While the issue of Greece continues to occupy the attention of the currency markets, it has in effect become a sideshow. The real conflict in Europe is now between Italy and Germany as the argument over the course of the monetary union’s policy going forward has taken a decidedly nasty turn for the worse. In today’s La Repubblica, the newspaper’s star columnist Massiomo Giannini wonders if Bundesbank President Jans Weidmann is guilty of “sedition” for openly opposing the ECB’ s plan to cap periphery borrowing rates by setting a trading band around the credit spreads in the region.

This is not the first time that Italian media has used such incendiary language to voice its disapproval of German policies. In an infamous cover a few weekly ago Il Giornale put Angela Merkel’s picture along with the heading of “Fourth Reich.” Such sharp rhetoric is a testament to the level animosity between the two countries as Germany continues to insist on further austerity measures, while Italy which is already mired in a deep recession is seeking action from ECB to lower its borrowing costs which are more than 300 basis points above that of Germany.

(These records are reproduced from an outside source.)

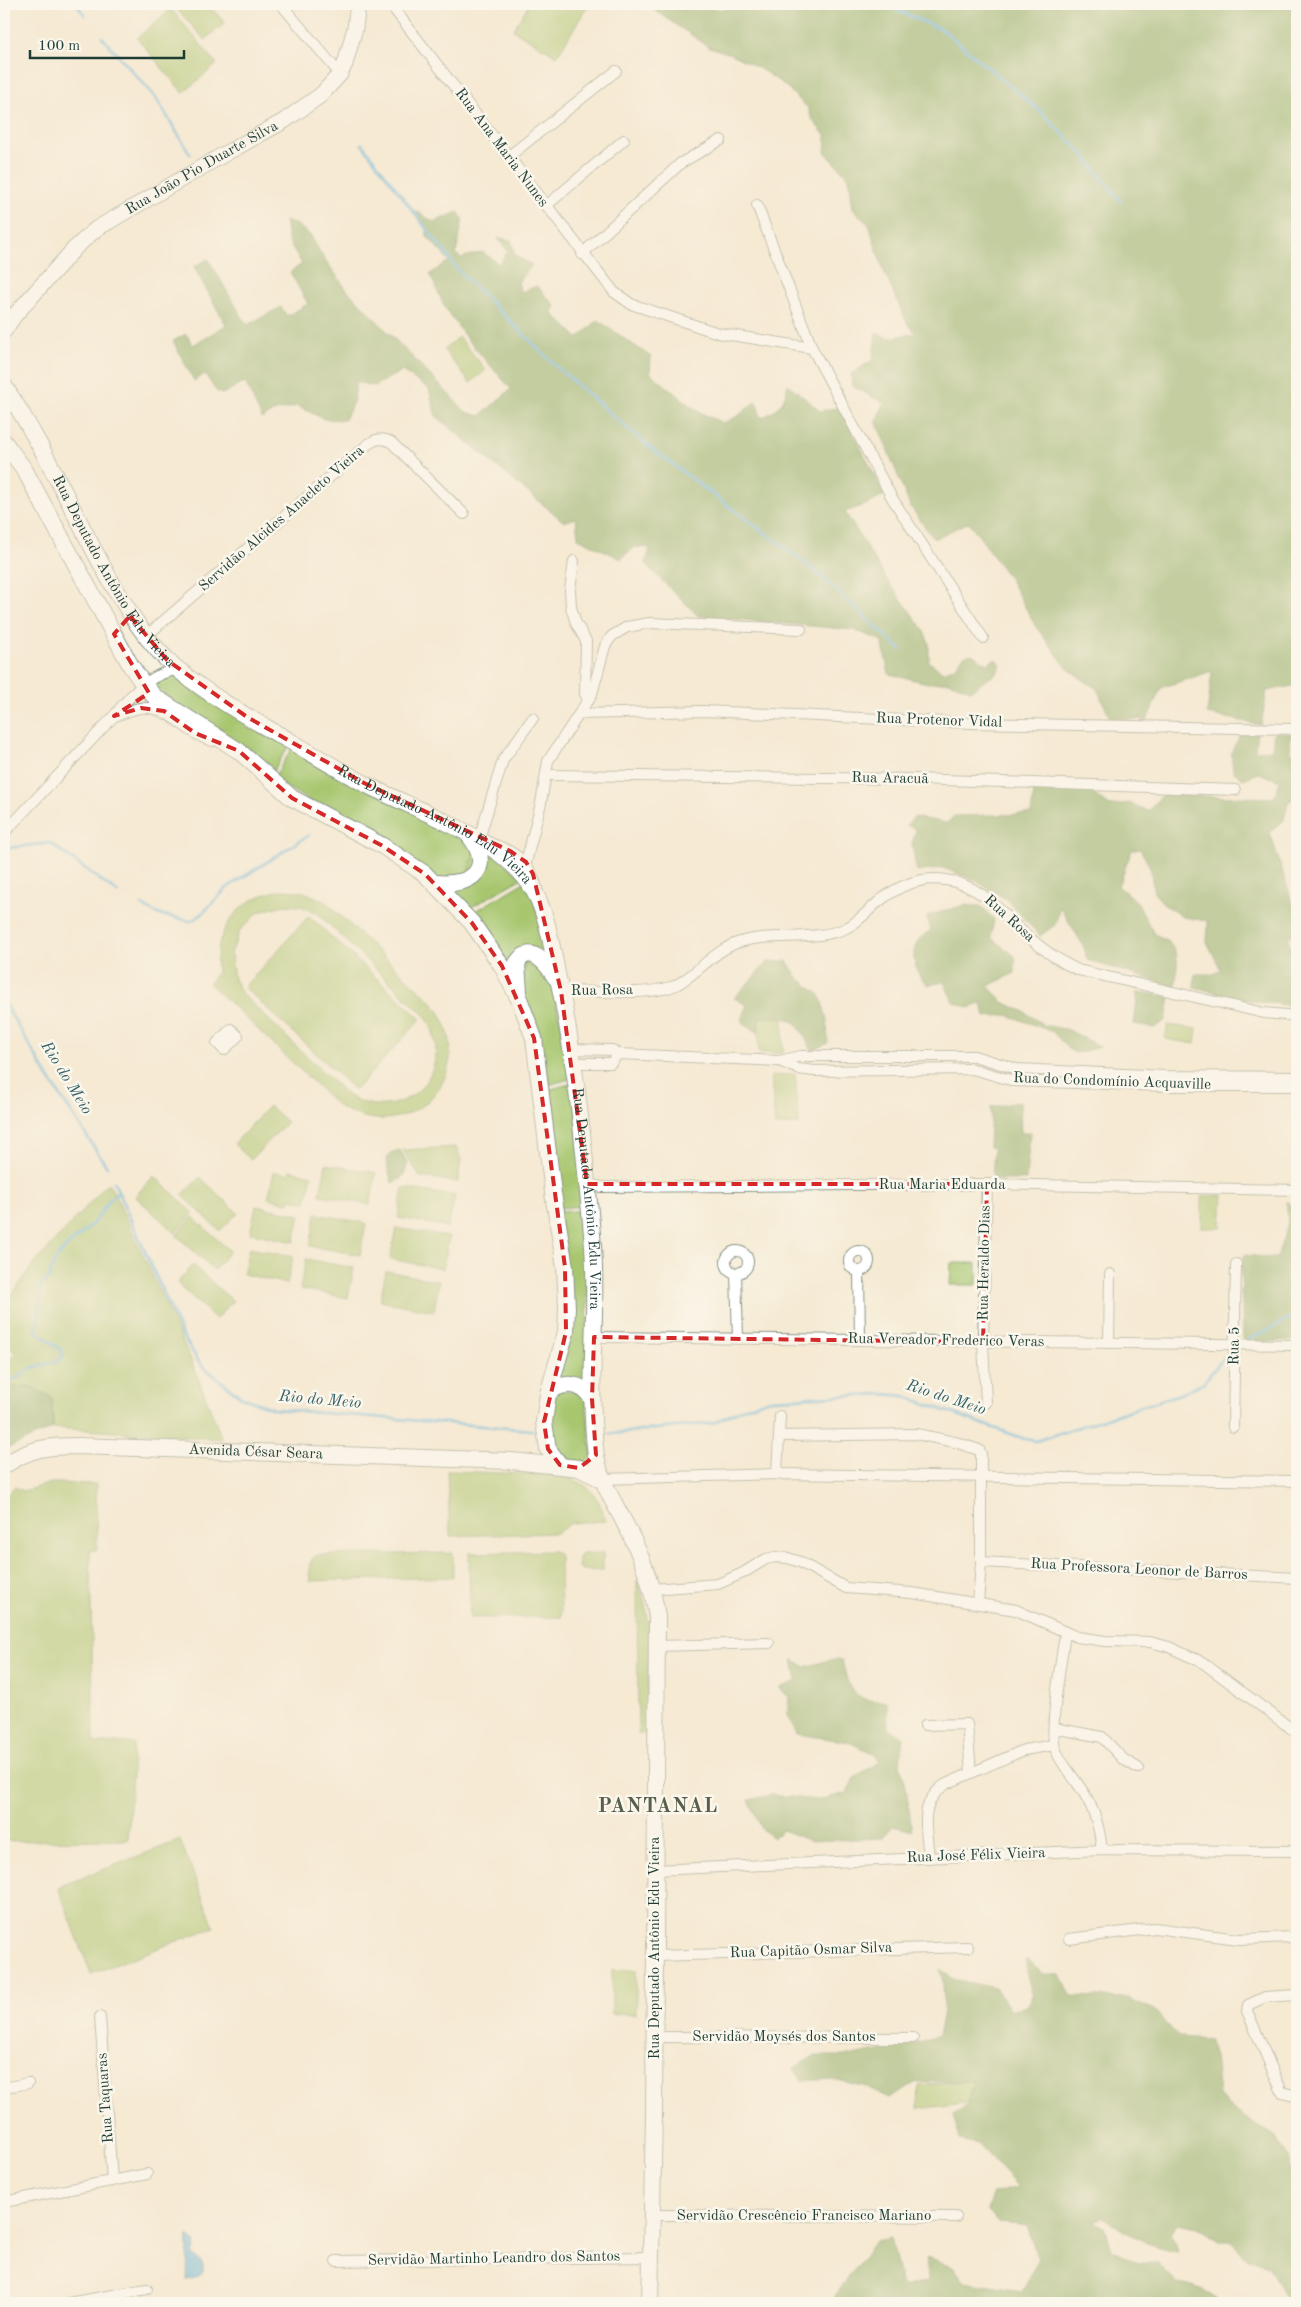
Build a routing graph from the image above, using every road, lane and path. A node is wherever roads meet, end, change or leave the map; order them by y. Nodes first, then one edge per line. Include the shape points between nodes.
1 (282, 4) edge
2 (358, 4) edge
3 (390, 4) edge
4 (616, 71) dead end
5 (340, 74) junction
6 (624, 140) dead end
7 (722, 140) dead end
8 (508, 157) junction
9 (757, 205) dead end
10 (546, 206) junction
11 (582, 254) junction
12 (9, 319) edge
13 (4, 332) edge
14 (812, 348) junction
15 (4, 386) edge
16 (4, 442) edge
17 (4, 450) edge
18 (464, 514) dead end
19 (574, 562) dead end
20 (130, 616) junction
21 (802, 629) dead end
22 (114, 634) junction
23 (145, 638) junction
24 (983, 638) dead end
25 (179, 670) junction
26 (575, 687) dead end
27 (144, 692) junction
28 (587, 697) junction
29 (581, 714) junction
30 (114, 716) junction
31 (533, 718) dead end
32 (1297, 729) edge
33 (230, 745) junction
34 (546, 775) junction
35 (1234, 790) dead end
36 (4, 833) edge
37 (473, 836) junction
38 (526, 862) junction
39 (435, 883) junction
40 (541, 906) junction
41 (561, 988) junction
42 (520, 1001) junction
43 (1297, 1016) edge
44 (572, 1056) junction
45 (974, 1056) junction
46 (899, 1057) junction
47 (779, 1061) junction
48 (973, 1069) junction
49 (899, 1070) junction
50 (1071, 1071) junction
51 (1297, 1077) edge
52 (1166, 1081) junction
53 (1244, 1081) junction
54 (1071, 1083) junction
55 (1297, 1086) edge
56 (587, 1184) junction
57 (987, 1184) junction
58 (1297, 1190) edge
59 (1236, 1264) dead end
60 (859, 1271) dead end
61 (736, 1273) dead end
62 (1110, 1274) dead end
63 (594, 1337) junction
64 (738, 1339) junction
65 (860, 1340) junction
66 (983, 1342) junction
67 (1109, 1343) junction
68 (1235, 1344) junction
69 (1297, 1345) edge
70 (548, 1394) junction
71 (592, 1400) junction
72 (986, 1402) dead end
73 (780, 1416) dead end
74 (1233, 1427) dead end
75 (780, 1436) junction
76 (546, 1442) junction
77 (596, 1455) junction
78 (512, 1461) junction
79 (560, 1465) junction
80 (4, 1466) edge
81 (579, 1468) junction
82 (777, 1474) junction
83 (982, 1477) junction
84 (601, 1479) junction
85 (1297, 1481) edge
86 (981, 1562) junction
87 (1297, 1578) edge
88 (652, 1588) junction
89 (978, 1604) junction
90 (1065, 1633) junction
91 (769, 1643) dead end
92 (658, 1646) junction
93 (925, 1725) dead end
94 (1054, 1728) junction
95 (1297, 1733) edge
96 (1054, 1745) junction
97 (1138, 1768) dead end
98 (971, 1773) junction
99 (1102, 1850) junction
100 (1297, 1850) edge
101 (929, 1858) junction
102 (655, 1870) junction
103 (1297, 1937) edge
104 (1069, 1939) dead end
105 (968, 1947) dead end
106 (654, 1956) junction
107 (1297, 1995) edge
108 (100, 2016) dead end
109 (654, 2037) junction
110 (913, 2038) dead end
111 (28, 2083) dead end
112 (4, 2088) edge
113 (1297, 2096) edge
114 (147, 2174) dead end
115 (112, 2180) junction
116 (4, 2202) edge
117 (651, 2216) junction
118 (956, 2217) dead end
119 (651, 2257) junction
120 (336, 2261) dead end
121 (147, 2288) dead end
122 (68, 2303) edge
123 (650, 2303) edge

1 - 5 street
2 - 5 main road, Rua João Pio Duarte Silva via 350,50
3 - 8 street, Rua Ana Maria Nunes
4 - 8 street
5 - 12 main road, Rua João Pio Duarte Silva via 321,95 284,121 96,229
6 - 10 street
7 - 11 street via 681,164
8 - 10 street, Rua Ana Maria Nunes
9 - 14 street
10 - 11 street, Rua Ana Maria Nunes
11 - 14 street, Rua Ana Maria Nunes via 614,292 631,304 718,333
12 - 13 main road, Rua João Pio Duarte Silva
14 - 24 street via 892,498
15 - 20 main road, Rua Deputado Antônio Edu Vieira via 36,436
16 - 22 main road via 24,469
17 - 22 main road via 46,523 102,636
18 - 23 street, Servidão Alcides Anacleto Vieira via 390,442 376,440 367,444
19 - 28 street via 570,607 586,640
20 - 22 main road
20 - 23 main road, Rua Deputado Antônio Edu Vieira
21 - 28 street via 638,623 612,636 605,646 592,694
22 - 27 main road
23 - 25 main road, Rua Deputado Antônio Edu Vieira
25 - 27 street via 162,672
25 - 37 main road, Rua Deputado Antônio Edu Vieira via 246,716 364,783
26 - 28 street
27 - 30 street via 124,704
27 - 30 street via 144,696
27 - 33 main road
28 - 29 street
29 - 32 street, Rua Protenor Vidal via 704,711 971,723
29 - 34 street via 552,754
30 - 33 street via 141,708 164,711 195,733
30 - 36 street
31 - 37 street via 503,760
33 - 39 main road via 292,798 381,845
34 - 35 street, Rua Aracuã via 916,779
34 - 38 street
37 - 38 street via 510,851
37 - 39 main road via 481,859 479,868 463,882 453,885
37 - 40 main road, Rua Deputado Antônio Edu Vieira via 516,867
38 - 40 street via 533,874
39 - 42 main road via 480,932
40 - 41 main road, Rua Deputado Antônio Edu Vieira
41 - 42 main road via 542,958 534,954 525,955 517,963 516,971
41 - 43 street, Rua Rosa via 648,991 676,985 739,942 837,931 855,924 876,903 899,888 920,880 946,880 966,885 984,896 1041,948 1078,970 1264,1013
41 - 44 main road, Rua Deputado Antônio Edu Vieira
42 - 70 main road via 536,1050 566,1280 566,1332
44 - 47 street, Rua do Condomínio Acquaville via 612,1063 618,1054
44 - 56 main road, Rua Deputado Antônio Edu Vieira
45 - 46 street, Rua do Condomínio Acquaville
45 - 48 street
45 - 50 street, Rua do Condomínio Acquaville via 1017,1069
46 - 47 street, Rua do Condomínio Acquaville via 801,1056
46 - 49 street
47 - 49 street, Rua do Condomínio Acquaville via 798,1070
48 - 49 street, Rua do Condomínio Acquaville
48 - 54 street, Rua do Condomínio Acquaville via 1014,1081
50 - 52 street, Rua do Condomínio Acquaville
50 - 54 street
51 - 53 street, Rua do Condomínio Acquaville
52 - 53 street, Rua do Condomínio Acquaville
52 - 54 street, Rua do Condomínio Acquaville
53 - 55 street, Rua do Condomínio Acquaville
56 - 57 street, Rua Maria Eduarda via 602,1187
56 - 63 main road, Rua Deputado Antônio Edu Vieira via 594,1262
57 - 58 street, Rua Maria Eduarda
57 - 66 street, Rua Heraldo Dias
59 - 68 street, Rua 5
60 - 65 street
61 - 64 street
62 - 67 street
63 - 64 street, Rua Vereador Frederico Veras
63 - 71 main road, Rua Deputado Antônio Edu Vieira
64 - 65 street, Rua Vereador Frederico Veras
65 - 66 street, Rua Vereador Frederico Veras
66 - 67 street, Rua Vereador Frederico Veras
66 - 72 street, Rua Heraldo Dias
67 - 68 street, Rua Vereador Frederico Veras
68 - 69 street, Rua Vereador Frederico Veras
68 - 74 street, Rua 5
70 - 71 main road via 569,1384 580,1387
70 - 76 main road via 544,1422
71 - 77 main road
73 - 75 street
75 - 82 street
75 - 83 street via 916,1434 976,1447 981,1453
76 - 78 main road, Avenida César Seara via 538,1451
76 - 79 main road via 551,1456
77 - 81 main road
77 - 84 main road, Rua Deputado Antônio Edu Vieira
78 - 79 main road, Avenida César Seara
78 - 80 main road, Avenida César Seara via 46,1446
79 - 81 main road, Avenida César Seara
81 - 84 main road, Avenida César Seara
82 - 83 street
82 - 84 street
83 - 85 street
83 - 86 street
84 - 88 main road, Rua Deputado Antônio Edu Vieira via 639,1552
86 - 87 street, Rua Professora Leonor de Barros
86 - 89 street
88 - 89 street via 718,1584 774,1557 800,1562 846,1588 912,1593
88 - 92 main road, Rua Deputado Antônio Edu Vieira
89 - 90 street via 1027,1613
90 - 94 street
90 - 95 street via 1086,1639 1150,1642 1194,1657
91 - 92 street
92 - 102 main road, Rua Deputado Antônio Edu Vieira
93 - 98 street via 967,1724
94 - 96 street
94 - 97 street via 1102,1738 1123,1759
96 - 98 street via 1024,1750
96 - 99 street via 1061,1763 1077,1782 1097,1817
98 - 101 street via 946,1784 931,1797 926,1814
99 - 100 street, Rua José Félix Vieira
99 - 101 street, Rua José Félix Vieira
101 - 102 street, Rua José Félix Vieira
102 - 106 main road, Rua Deputado Antônio Edu Vieira
103 - 104 street via 1238,1939 1155,1928
105 - 106 street, Rua Capitão Osmar Silva
106 - 109 main road, Rua Deputado Antônio Edu Vieira
107 - 113 street via 1264,1997 1248,2005 1247,2011 1282,2092
108 - 115 street, Rua Taquaras
109 - 110 street, Servidão Moysés dos Santos
109 - 117 main road, Rua Deputado Antônio Edu Vieira
111 - 112 street
114 - 115 street
115 - 116 street
117 - 118 street, Servidão Crescêncio Francisco Mariano
117 - 119 main road, Rua Deputado Antônio Edu Vieira
119 - 120 street, Servidão Martinho Leandro dos Santos
119 - 123 main road, Rua Deputado Antônio Edu Vieira
121 - 122 street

As many analysts have pointed out Italy runs a primary budget surplus meaning that, excluding debt interest payments, its income is greater than their spending. However, escalating debt service costs along with steepening recession have put an enormous strain on Italian budget finances which threaten to price the country out of the sovereign debt markets if its interest costs continue to rise.

This is why the conflict between Italy and Germany on the future of european monetary policy is the seminal issue facing the euro as we approach the fall quarter. If European policymakers are unable or unwilling to enact policies that would ease the debt service costs for the periphery economies in the region than some market pundits have speculated that Italy could well consider spinning out of the euro fracturing the currency union.

Ms. Merkel is well aware of the risks and has apparently sided with Mr. Draghi in his plan to ease the credit spreads in the region. However, she faces stiff opposition at home and must walk a fine line between proper economic policy and pragmatic political action. As markets return to full strength in September after the last of summer holidays the resolution of this key conflict will determine euro’s direction for the near term.